■ Input:
----------
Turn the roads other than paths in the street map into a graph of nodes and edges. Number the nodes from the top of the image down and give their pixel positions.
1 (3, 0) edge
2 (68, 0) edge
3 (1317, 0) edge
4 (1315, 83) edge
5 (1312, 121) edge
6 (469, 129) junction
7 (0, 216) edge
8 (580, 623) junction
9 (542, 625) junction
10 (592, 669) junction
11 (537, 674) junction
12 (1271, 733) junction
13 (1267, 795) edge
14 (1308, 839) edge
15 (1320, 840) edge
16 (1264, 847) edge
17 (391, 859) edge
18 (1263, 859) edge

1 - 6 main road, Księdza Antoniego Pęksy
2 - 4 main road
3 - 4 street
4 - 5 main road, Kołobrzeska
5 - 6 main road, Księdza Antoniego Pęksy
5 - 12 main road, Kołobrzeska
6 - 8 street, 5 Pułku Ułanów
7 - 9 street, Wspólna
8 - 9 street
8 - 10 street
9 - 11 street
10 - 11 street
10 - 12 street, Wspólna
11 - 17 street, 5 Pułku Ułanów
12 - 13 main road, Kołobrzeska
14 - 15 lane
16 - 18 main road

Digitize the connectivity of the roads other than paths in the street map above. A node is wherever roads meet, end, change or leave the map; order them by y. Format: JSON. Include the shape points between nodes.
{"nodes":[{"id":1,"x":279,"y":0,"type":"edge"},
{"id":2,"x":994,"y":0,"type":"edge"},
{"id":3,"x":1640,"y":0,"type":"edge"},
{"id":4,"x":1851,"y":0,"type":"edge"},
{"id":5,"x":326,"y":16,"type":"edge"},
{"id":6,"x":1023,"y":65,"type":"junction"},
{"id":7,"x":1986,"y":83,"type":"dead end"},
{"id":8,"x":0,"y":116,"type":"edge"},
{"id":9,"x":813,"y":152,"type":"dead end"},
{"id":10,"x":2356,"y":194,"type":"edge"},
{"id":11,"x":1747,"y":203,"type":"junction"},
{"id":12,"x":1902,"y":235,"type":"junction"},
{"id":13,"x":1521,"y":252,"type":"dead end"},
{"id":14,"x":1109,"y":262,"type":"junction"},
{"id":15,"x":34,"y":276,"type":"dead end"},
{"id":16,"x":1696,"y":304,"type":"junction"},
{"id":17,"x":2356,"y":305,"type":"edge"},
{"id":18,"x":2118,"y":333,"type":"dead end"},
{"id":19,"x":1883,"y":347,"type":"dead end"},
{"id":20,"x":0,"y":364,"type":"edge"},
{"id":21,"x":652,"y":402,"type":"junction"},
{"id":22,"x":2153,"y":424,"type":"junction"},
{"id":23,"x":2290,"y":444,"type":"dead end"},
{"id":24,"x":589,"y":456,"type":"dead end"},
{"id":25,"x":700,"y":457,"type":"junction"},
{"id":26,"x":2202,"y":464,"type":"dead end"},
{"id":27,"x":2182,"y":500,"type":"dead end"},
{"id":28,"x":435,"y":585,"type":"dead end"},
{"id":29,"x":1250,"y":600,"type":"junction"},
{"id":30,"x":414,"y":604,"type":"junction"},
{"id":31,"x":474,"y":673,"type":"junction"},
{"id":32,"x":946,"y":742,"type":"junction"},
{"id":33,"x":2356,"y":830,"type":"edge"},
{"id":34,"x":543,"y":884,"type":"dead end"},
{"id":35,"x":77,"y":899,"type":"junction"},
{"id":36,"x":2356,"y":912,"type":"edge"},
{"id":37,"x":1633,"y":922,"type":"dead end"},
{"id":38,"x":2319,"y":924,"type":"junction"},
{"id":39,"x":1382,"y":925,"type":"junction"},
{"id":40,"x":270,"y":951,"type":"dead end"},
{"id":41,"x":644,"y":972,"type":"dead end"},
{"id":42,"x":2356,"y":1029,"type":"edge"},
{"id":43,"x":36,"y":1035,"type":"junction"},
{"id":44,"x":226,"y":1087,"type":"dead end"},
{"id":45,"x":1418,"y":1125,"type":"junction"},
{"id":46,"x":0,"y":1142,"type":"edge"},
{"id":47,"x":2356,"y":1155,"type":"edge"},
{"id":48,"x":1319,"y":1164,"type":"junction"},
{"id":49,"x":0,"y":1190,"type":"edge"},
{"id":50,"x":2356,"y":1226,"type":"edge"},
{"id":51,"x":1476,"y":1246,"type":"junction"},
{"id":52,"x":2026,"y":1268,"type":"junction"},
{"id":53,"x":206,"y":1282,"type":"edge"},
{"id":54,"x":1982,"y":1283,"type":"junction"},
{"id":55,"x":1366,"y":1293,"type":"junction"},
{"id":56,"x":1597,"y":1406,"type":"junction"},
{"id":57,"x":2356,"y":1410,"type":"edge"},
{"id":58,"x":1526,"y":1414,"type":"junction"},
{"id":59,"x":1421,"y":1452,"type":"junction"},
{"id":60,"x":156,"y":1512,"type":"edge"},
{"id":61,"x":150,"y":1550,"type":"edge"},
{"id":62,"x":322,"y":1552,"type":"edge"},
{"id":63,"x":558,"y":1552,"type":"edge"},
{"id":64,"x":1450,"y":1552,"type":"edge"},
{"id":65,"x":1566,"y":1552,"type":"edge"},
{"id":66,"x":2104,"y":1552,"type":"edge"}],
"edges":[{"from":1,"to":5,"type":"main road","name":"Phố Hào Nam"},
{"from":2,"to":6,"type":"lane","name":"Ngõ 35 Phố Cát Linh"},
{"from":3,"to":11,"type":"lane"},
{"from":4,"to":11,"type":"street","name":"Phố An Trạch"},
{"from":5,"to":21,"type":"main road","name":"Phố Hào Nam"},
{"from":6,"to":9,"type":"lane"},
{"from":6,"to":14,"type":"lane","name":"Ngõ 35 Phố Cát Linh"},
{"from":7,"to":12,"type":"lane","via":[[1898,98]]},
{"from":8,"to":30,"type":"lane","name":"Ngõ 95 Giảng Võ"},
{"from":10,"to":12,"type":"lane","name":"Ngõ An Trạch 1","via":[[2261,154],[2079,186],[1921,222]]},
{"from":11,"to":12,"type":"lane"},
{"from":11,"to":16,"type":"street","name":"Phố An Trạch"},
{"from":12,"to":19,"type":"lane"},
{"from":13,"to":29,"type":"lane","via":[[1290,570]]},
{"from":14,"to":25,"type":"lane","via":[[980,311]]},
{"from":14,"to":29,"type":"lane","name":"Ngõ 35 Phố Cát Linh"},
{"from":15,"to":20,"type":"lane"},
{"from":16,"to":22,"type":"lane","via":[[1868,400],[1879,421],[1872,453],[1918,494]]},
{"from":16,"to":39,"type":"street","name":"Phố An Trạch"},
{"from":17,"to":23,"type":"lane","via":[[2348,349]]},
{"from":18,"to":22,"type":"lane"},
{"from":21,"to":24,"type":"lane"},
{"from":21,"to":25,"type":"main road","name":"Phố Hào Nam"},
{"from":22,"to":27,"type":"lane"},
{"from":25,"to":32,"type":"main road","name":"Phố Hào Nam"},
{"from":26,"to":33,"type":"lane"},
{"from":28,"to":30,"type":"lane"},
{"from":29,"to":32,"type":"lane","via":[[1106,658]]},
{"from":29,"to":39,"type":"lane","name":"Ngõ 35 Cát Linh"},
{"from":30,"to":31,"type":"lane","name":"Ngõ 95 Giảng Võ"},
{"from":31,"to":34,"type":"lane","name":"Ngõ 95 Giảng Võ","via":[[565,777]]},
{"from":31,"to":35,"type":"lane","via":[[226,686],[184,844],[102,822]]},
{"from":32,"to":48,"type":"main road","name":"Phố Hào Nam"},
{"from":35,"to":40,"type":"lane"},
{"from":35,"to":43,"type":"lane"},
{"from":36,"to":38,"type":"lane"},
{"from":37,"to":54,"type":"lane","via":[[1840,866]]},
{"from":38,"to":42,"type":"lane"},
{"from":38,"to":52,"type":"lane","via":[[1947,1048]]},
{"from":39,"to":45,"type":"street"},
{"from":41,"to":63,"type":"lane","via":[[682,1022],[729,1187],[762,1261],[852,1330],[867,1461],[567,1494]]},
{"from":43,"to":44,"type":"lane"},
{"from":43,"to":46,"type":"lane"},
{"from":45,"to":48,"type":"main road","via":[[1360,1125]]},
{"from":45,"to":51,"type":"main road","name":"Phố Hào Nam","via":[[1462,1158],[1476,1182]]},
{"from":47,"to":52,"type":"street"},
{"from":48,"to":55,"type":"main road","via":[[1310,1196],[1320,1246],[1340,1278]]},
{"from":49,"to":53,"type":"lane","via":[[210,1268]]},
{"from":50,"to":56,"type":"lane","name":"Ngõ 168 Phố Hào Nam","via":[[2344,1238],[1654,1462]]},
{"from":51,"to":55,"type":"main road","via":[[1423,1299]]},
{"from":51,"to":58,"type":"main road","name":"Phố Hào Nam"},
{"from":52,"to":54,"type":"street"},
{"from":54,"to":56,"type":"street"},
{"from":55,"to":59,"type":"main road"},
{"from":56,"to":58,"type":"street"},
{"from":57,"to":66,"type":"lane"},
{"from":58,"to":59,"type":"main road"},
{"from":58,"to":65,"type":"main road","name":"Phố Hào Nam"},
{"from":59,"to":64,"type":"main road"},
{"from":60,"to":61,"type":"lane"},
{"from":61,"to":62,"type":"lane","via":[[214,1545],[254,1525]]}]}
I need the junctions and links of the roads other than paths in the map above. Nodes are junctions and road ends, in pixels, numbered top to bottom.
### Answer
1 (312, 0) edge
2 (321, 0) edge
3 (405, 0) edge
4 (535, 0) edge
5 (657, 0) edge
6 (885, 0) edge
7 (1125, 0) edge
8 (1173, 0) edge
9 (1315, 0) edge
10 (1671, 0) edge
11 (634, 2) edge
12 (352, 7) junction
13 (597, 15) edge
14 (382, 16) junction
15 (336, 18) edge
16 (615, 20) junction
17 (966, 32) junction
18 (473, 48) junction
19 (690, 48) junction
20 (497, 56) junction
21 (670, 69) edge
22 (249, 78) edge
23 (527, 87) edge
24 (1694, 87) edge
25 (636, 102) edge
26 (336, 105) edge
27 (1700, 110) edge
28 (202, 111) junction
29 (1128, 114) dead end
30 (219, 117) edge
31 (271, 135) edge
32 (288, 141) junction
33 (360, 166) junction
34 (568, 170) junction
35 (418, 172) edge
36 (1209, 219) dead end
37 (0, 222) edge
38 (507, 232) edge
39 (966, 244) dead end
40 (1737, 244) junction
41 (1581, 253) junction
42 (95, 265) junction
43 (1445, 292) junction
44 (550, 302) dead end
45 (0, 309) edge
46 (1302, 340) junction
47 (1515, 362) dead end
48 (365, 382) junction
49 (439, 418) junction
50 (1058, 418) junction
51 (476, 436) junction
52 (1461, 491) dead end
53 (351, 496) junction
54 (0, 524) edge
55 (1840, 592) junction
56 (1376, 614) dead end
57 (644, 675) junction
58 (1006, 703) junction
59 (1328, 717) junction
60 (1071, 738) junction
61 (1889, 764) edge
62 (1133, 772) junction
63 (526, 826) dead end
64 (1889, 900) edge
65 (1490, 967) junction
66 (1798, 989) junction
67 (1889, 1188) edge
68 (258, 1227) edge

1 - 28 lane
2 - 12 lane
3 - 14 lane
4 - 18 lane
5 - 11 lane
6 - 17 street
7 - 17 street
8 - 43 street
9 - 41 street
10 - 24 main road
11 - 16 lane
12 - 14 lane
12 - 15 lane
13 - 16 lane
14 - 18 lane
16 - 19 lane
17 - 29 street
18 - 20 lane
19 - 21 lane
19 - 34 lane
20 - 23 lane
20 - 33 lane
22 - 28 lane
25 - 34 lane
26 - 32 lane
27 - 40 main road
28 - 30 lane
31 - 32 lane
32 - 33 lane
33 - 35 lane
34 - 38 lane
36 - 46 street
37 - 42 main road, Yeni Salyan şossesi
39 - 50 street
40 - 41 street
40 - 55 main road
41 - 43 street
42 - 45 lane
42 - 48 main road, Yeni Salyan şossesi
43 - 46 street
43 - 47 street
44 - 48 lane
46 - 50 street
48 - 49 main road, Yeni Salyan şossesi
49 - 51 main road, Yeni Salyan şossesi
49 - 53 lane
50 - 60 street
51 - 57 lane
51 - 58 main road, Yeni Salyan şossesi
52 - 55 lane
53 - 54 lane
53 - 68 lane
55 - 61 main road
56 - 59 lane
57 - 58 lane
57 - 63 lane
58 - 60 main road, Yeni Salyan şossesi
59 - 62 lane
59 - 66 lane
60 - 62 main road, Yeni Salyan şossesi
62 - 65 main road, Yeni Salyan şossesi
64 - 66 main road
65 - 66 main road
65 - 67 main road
----------
■ What is required: All lines above with "Księdza" in them should be returned.

■ Expected answer:
1 - 6 main road, Księdza Antoniego Pęksy
5 - 6 main road, Księdza Antoniego Pęksy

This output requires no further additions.